Он бормотал что-то невнятное, часто повторял ее имя. Сначала девушка терялась и отчаянно краснела, молясь, чтобы этот громкий шепот не услышали за дверью. Потом поняла, что для Пестеля Виктория – совсем не имя. Ей уже приходилось слышать раньше это звучащее, как молитва, слово. Даже в бреду, на грани между сном и явью, он думал только об одном.

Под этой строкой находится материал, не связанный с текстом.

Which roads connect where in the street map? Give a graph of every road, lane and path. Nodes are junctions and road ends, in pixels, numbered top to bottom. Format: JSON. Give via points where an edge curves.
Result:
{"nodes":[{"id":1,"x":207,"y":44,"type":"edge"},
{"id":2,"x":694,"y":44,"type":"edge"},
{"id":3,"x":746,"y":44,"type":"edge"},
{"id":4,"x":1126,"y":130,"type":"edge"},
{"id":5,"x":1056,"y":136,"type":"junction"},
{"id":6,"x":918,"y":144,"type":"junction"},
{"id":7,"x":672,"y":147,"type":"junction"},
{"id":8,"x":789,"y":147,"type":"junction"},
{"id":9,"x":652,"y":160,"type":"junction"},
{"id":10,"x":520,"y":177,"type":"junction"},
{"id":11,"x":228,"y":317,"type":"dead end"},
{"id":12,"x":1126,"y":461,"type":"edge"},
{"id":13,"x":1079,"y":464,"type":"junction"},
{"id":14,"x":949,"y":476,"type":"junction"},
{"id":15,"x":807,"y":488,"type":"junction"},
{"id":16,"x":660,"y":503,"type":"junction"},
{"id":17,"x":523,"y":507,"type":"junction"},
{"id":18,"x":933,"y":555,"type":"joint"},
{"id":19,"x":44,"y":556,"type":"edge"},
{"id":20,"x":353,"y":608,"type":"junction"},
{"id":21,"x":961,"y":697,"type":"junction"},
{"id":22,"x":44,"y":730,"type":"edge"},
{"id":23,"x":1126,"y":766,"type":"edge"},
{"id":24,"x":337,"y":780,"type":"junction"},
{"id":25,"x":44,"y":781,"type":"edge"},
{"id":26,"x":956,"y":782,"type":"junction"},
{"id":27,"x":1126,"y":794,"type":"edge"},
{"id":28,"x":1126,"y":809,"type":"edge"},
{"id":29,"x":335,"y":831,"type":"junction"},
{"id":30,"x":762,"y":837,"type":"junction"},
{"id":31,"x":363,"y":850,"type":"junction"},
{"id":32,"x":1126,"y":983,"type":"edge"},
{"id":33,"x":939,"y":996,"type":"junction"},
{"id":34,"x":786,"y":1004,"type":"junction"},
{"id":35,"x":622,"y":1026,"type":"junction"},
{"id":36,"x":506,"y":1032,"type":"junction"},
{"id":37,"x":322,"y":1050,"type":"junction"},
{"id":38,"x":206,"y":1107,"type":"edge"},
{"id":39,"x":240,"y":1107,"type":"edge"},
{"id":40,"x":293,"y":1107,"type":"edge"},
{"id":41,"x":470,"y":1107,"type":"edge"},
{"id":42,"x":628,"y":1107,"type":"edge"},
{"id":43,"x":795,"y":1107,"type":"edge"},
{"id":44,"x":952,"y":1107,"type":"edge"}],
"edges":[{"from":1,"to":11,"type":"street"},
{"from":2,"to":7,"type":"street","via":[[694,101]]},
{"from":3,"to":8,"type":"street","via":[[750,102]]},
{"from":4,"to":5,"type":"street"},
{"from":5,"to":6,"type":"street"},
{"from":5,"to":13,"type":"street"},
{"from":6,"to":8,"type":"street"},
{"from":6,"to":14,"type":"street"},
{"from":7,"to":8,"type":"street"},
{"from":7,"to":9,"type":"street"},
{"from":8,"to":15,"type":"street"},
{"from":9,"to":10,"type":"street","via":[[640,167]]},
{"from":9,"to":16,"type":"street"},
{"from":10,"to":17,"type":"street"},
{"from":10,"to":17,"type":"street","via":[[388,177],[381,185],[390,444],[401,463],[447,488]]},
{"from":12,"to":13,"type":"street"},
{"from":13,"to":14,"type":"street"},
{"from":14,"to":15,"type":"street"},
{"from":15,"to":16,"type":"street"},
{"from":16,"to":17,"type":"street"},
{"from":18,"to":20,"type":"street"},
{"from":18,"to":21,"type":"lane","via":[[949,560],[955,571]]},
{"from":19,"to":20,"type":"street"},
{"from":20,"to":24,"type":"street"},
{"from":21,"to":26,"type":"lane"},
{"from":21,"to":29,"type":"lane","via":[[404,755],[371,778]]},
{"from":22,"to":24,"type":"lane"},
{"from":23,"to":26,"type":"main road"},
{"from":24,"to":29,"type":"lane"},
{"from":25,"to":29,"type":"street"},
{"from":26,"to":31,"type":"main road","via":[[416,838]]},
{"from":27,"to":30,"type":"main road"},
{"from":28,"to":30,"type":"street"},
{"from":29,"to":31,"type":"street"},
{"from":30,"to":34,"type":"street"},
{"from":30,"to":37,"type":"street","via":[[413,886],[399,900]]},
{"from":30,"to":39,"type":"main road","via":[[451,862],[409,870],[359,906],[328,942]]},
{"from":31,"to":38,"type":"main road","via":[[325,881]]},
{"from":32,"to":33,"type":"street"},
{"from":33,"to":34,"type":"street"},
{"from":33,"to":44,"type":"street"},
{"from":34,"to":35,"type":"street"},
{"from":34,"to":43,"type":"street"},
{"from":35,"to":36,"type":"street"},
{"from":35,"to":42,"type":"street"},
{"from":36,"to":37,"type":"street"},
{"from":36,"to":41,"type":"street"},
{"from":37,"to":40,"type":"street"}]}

Пестель пришел в сознание под утро в четверг. Его дыхание стало ровным, исчезли хрипы, и Виктория, утомленная бессонной ночью, задремала. Проснулась она от пристального взгляда. Пестель смотрел на нее в упор со смешанным чувством, понять которое было невозможно.
Виктория замерла, как будто ее застали врасплох. Только теперь пришло осознание неловкости всей ситуации – она провела столько времени наедине с посторонним мужчиной, да к тому же без его ведома. Сгорая от стыда, Виктория зачем-то потушила единственную свечу, и комната погрузилась в полумрак. Единственный свет теперь падал только из-за приоткрытой в сени двери, но даже так девушка могла видеть каждое изменение на лице Пестеля.
Судорожно сглотнув, Виктория выпрямилась и, подняв руки к груди, попросила:
– Только, пожалуйста, в-выслушай меня.
Пестель видел ее силуэт размыто и нечетко, но сомнений у него не возникло: перед ним совершенно точно сидела Виктория. Волосы свободно спадают на грудь, на плечах – шерстяной платок. Глаза смотрят с опаской.
Пестель поднялся на локтях и, подождав, пока голова перестанет кружиться, посмотрел вокруг. Темно, но очертания вполне различимы. Комната не та, в которой он жил в Петербурге.
Дорога, дорога, треск колес и неясный гул голосов…
– …ты приехала сюда со мной, – догадавшись, убито сказал Пестель. Голос хриплый, губы сухие и потрескавшиеся.
– Прости меня, – замирая, прошептала Виктория. Она конечно же, боится его реакции.
Пестель откинулся на подушку и изможденно закрыл глаза.
– Когда мы приехали?
– Два дня назад.
Плохо.
Предатель, кем бы он ни был, наверняка догадался, что Пестель вернулся назад не просто так. Значит, застать его врасплох уже не получится.
Пестель услышал звук отодвигаемого стула и открыл глаза. Виктория уже была у двери.
– Не уходи, – позвал ее Пестель, и девушка вздрогнула от неожиданности. – Тебе не стоит ходить здесь одной. Все-таки…
Он осекся, сам не зная, для чего остановил девушку. Офицеры армий вряд ли бы представляли для нее опасность, но почему-то одна мысль о том, что Виктория будет находиться в их обществе одна, вызывала у Пестеля отторжение. Наверно, это из-за Кондратия, решил он. Потому что Виктория – его родственница, а сам он – его друг. Значит, Пестель несет за девушку ответственность.
Виктория вернулась обратно и вновь заняла свое место у его постели. Пестель нащупал рукой ее маленькую ладошку и некрепко сжал ее. Чтобы видеть ее, нужно было напрягать зрение, а так он мог чувствовать ее присутствие, и от этого было спокойнее. Пока она рядом, он может быть уверен, что она никуда не влезет и с ней ничего не случится.